3.3. Flat Classification Approach
Recently, we explored a single-step flat categorization approach using Deep Learning based models. These models seemed to benefit from the large amount of labeled data we had acquired and also demonstrated robustness to random label noise compared to the hierarchical model. In this paper, we describe a Multi-LSTM and a Multi-CNN based approach to perform product categorization. We also present a novel way to use structured attributes that can scale to any number of product attributes and any cardinality in the value space for a particular attribute. This method of using the structured attributes can be added on to any baseline model architecture and should provide a significant boost in classification performance. We observed that it achieves very similar improvements over both the Multi-LSTM and Multi-CNN architectures.
|\topruleAttribute Name||Attribute Value|
|\midruleproduct_name||Rails Womens Plaid Spread Collar Button Down Top|
|product_short_description||This Rails Button Down Top is guaranteed authentic. It’s crafted with 100% Rayon.|
|actual_color||White Navy Sky|
Generating Word Dictionaries
For each unstructured attribute, like product name or product short description, we go through the entire catalog and gather data for the attribute from every available product to build a word dictionary. We then trim this dictionary to retain a subset of words. The number of words we retain for each attribute depends on the original size of the dictionary and the variety of words found for that particular attribute. We use word embeddings with 200 dimensions for each attribute which are initialized randomly and updated over the course of training. We also experimented with Word2Vec and Glove embeddings with and without updates during the course of training. However, using these embeddings degraded performance marginally and we also observed that the dictionaries associated with these pretrained embeddings did not capture a lot of very important tokens in our catalog. We also experimented with embeddings of size as low as 50 and found that these lower dimensional embeddings had comparable performance to embeddings with 200 dimensions.

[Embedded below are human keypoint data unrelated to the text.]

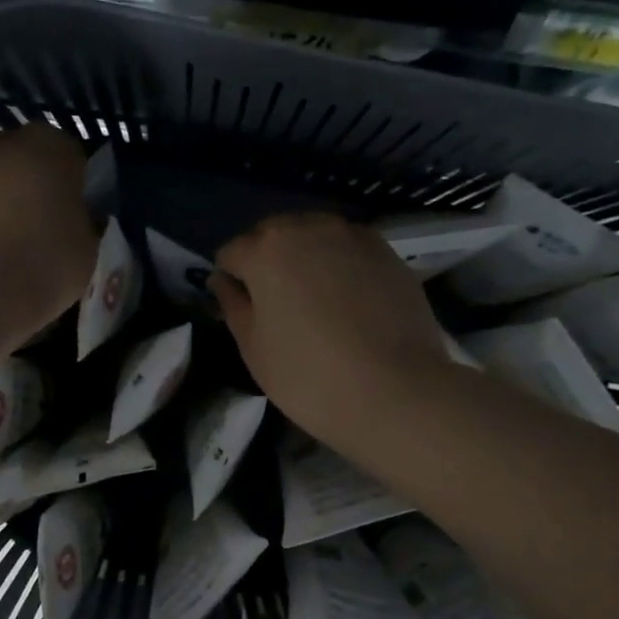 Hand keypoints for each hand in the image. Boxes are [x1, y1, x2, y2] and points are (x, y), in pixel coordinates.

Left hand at [0, 125, 97, 342]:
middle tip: (51, 237)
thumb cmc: (41, 264)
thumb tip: (78, 221)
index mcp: (51, 145)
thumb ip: (86, 225)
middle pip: (31, 166)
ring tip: (17, 255)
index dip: (80, 192)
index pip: (76, 160)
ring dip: (7, 210)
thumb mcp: (89, 251)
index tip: (82, 222)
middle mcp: (2, 142)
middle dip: (40, 194)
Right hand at [211, 213, 457, 460]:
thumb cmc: (308, 376)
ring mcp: (354, 236)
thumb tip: (222, 280)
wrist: (395, 391)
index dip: (231, 280)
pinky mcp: (388, 252)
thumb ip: (233, 305)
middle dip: (268, 262)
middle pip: (274, 235)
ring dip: (305, 259)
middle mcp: (309, 227)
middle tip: (277, 306)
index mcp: (266, 249)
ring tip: (314, 302)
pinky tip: (348, 303)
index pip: (232, 253)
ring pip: (314, 237)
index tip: (242, 309)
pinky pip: (349, 250)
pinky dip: (340, 266)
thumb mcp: (253, 348) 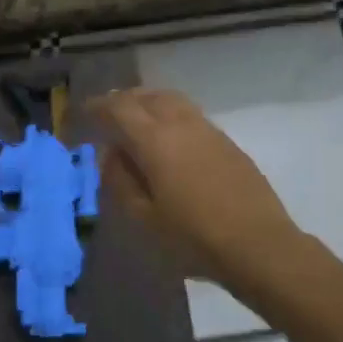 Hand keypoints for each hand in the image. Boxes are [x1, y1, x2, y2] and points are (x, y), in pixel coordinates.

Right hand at [87, 89, 301, 293]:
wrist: (258, 245)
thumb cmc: (193, 238)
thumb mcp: (144, 218)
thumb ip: (121, 181)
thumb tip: (110, 154)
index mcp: (155, 140)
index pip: (119, 109)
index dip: (98, 107)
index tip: (84, 113)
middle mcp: (182, 125)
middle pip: (148, 96)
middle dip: (124, 100)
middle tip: (108, 114)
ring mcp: (209, 131)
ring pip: (173, 101)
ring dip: (150, 103)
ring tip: (137, 122)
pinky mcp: (228, 143)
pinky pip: (191, 116)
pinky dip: (171, 116)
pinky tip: (170, 140) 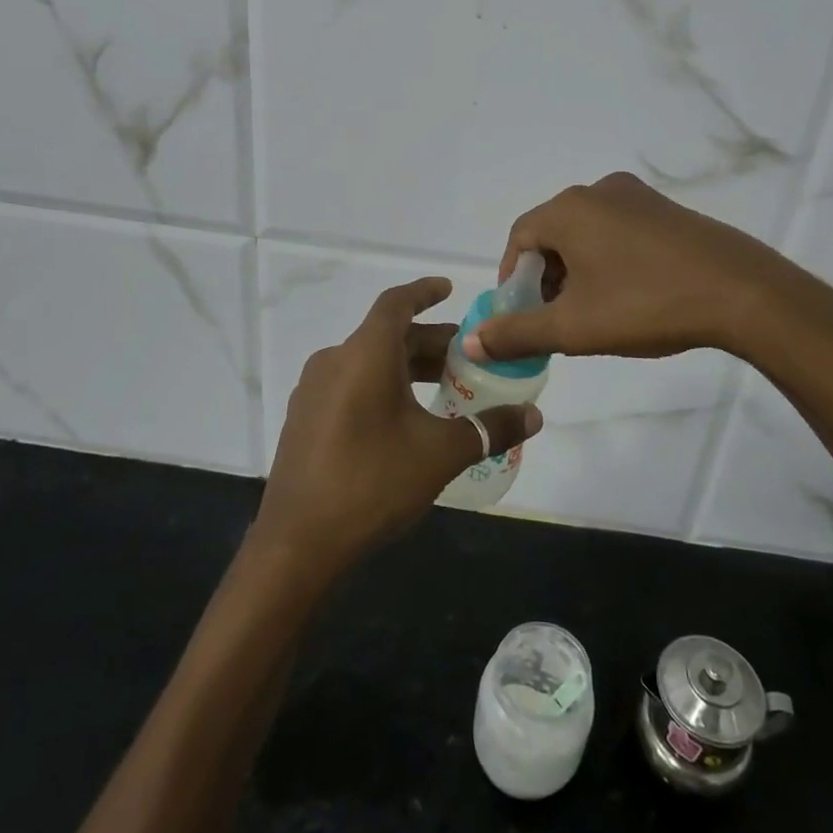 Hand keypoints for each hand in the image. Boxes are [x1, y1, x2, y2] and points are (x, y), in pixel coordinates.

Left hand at [255, 278, 542, 574]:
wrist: (297, 544)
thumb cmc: (373, 482)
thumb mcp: (440, 454)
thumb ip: (489, 429)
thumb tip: (535, 416)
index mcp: (364, 355)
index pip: (396, 303)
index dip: (424, 292)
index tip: (448, 289)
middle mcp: (334, 361)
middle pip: (386, 336)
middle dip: (428, 342)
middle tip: (465, 356)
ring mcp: (313, 391)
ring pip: (368, 362)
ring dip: (406, 367)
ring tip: (442, 387)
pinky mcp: (304, 419)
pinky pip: (349, 385)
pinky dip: (381, 386)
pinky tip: (404, 418)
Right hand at [464, 173, 815, 362]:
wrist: (742, 293)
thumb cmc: (646, 305)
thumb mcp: (574, 327)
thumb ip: (517, 333)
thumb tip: (472, 342)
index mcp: (570, 209)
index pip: (519, 238)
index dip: (513, 279)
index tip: (522, 316)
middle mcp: (599, 191)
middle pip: (553, 234)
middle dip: (546, 278)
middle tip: (556, 320)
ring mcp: (638, 197)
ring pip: (587, 234)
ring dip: (577, 271)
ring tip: (592, 313)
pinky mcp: (667, 211)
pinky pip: (619, 232)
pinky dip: (608, 261)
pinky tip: (628, 296) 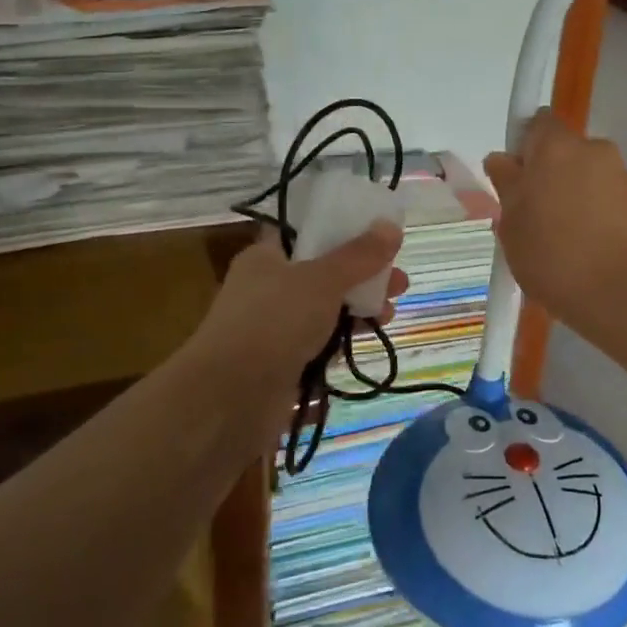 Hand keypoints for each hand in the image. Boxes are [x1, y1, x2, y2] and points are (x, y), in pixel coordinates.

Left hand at [189, 223, 407, 428]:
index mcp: (265, 258)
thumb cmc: (274, 323)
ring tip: (389, 314)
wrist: (228, 401)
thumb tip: (391, 225)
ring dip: (356, 311)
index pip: (304, 234)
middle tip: (398, 283)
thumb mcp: (322, 280)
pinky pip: (316, 347)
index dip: (340, 231)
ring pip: (322, 312)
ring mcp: (271, 330)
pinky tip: (364, 344)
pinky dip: (339, 344)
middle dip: (361, 277)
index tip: (376, 238)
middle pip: (321, 274)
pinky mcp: (279, 367)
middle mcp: (265, 290)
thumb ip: (359, 255)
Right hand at [483, 109, 626, 337]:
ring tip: (558, 237)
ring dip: (570, 194)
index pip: (537, 122)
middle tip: (530, 213)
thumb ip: (505, 182)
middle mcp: (594, 149)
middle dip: (546, 173)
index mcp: (557, 145)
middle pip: (562, 151)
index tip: (515, 178)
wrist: (617, 294)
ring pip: (584, 175)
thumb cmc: (551, 253)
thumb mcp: (511, 221)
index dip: (524, 146)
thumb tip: (503, 160)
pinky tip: (581, 246)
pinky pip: (603, 197)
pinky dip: (591, 212)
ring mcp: (620, 175) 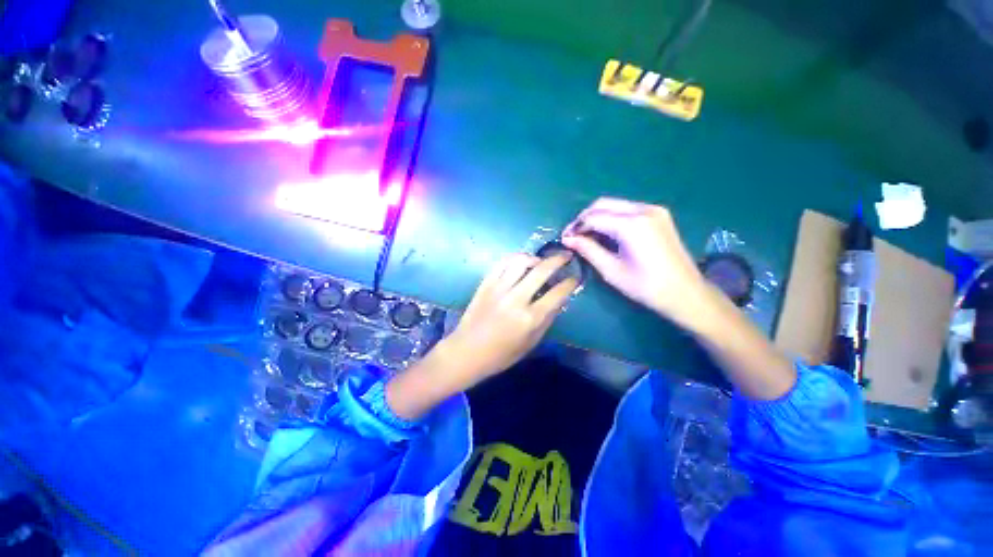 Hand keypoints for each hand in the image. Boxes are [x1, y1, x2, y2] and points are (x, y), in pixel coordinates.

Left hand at [386, 253, 577, 419]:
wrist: (467, 351)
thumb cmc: (501, 354)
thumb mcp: (530, 343)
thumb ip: (547, 320)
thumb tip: (558, 300)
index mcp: (530, 318)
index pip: (557, 293)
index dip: (570, 283)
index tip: (575, 278)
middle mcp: (516, 299)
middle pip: (542, 270)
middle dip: (558, 260)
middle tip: (565, 256)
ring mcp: (499, 288)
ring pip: (520, 261)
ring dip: (535, 257)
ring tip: (540, 261)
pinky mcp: (485, 284)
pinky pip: (502, 263)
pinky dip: (514, 258)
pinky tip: (520, 262)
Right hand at [562, 197, 706, 324]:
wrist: (686, 293)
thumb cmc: (646, 286)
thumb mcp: (611, 270)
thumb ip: (588, 250)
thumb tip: (567, 239)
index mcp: (632, 224)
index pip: (594, 217)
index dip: (576, 227)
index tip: (564, 238)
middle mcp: (643, 210)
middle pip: (603, 204)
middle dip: (585, 218)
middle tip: (574, 235)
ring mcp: (654, 210)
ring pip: (615, 204)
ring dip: (598, 216)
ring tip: (587, 235)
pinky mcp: (659, 215)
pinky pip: (628, 209)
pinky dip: (612, 217)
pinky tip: (606, 233)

In this approach, we use an independent set of convolutional filters of multiple lengths (1,2,3,4,5) on the word embeddings for each unstructured attribute, as shown in Figure 1a. 128 filters of each length are used and each filter is of size n*200 where n represents the filter size. This approach is similar in motivation to Kim (Kim, 2014). The multiple length convolutional filters in essence capture n-gram features from pieces of text. The activations generated by each set of convolutional filters are passed through a max pooling layer along the last dimension to retain one activation per filter. These activations for each attribute are then concatenated and passed through multiple fully connected layers followed by a softmax layer at the end for classification. The performance of this approach was very similar to that of the Bidirectional Multi-LSTM model and led to an improvement of almost 20% over the hierarchical model.
Bidirectional Multi-LSTM Model
In this approach, we use one Bidirectional LSTM layer on the embeddings for each unstructured attribute, as shown in Figure 1b. The activations generated by each LSTM layer can either be concatenated directly or put through another bidirectional LSTM following which we add multiple fully-connected layers and softmax at the end for classification. This approach is similar to the one used by Ha et. al. (Ha et al., 2016), however, we found that using a second level LSTM that takes in the activations of the first level of LSTMs as time steps performs slightly better than just concatenating the activations and using fully connected layers on top. Using this approach led to an improvement of almost 20% over the hierarchical model.
3.4. Using Structured Attributes
Every product has a small set of structured attributes which varies based on the category. Some attributes are common across categories while others are specific to a particular category. For example, assembled_product_width is an attribute that is relevant to both Cell Phones and End Tables even though these product types appear under completely different categories. In this case, the value of the attribute may have some useful information regarding the category or product type to which the product could potentially belong. On the other hand, an attribute like diaper_size is only relevant to diaper related product types. In such cases, just the presence of the attribute is a strong indicator about the product type.
Traditional Use of Structured Attributes
Guo and Berkhahn (Guo and Berkhahn, 2016) proposed Entity Embeddings for Categorical Variables for the Rossmann Store Sales Kaggle competition. This approach helps avoid feature sparsity and captures semantic relationships between the entities in a euclidean space. This is the latest state of the art method using structured attributes. However, one of the limitations of this method is that separate entity embeddings are needed for each categorical variable which quickly becomes unmanageable when the number of attributes grows to a few thousand. In addition, lots of attributes whose value spaces are open list are not necessarily categorical and hence may need other representations.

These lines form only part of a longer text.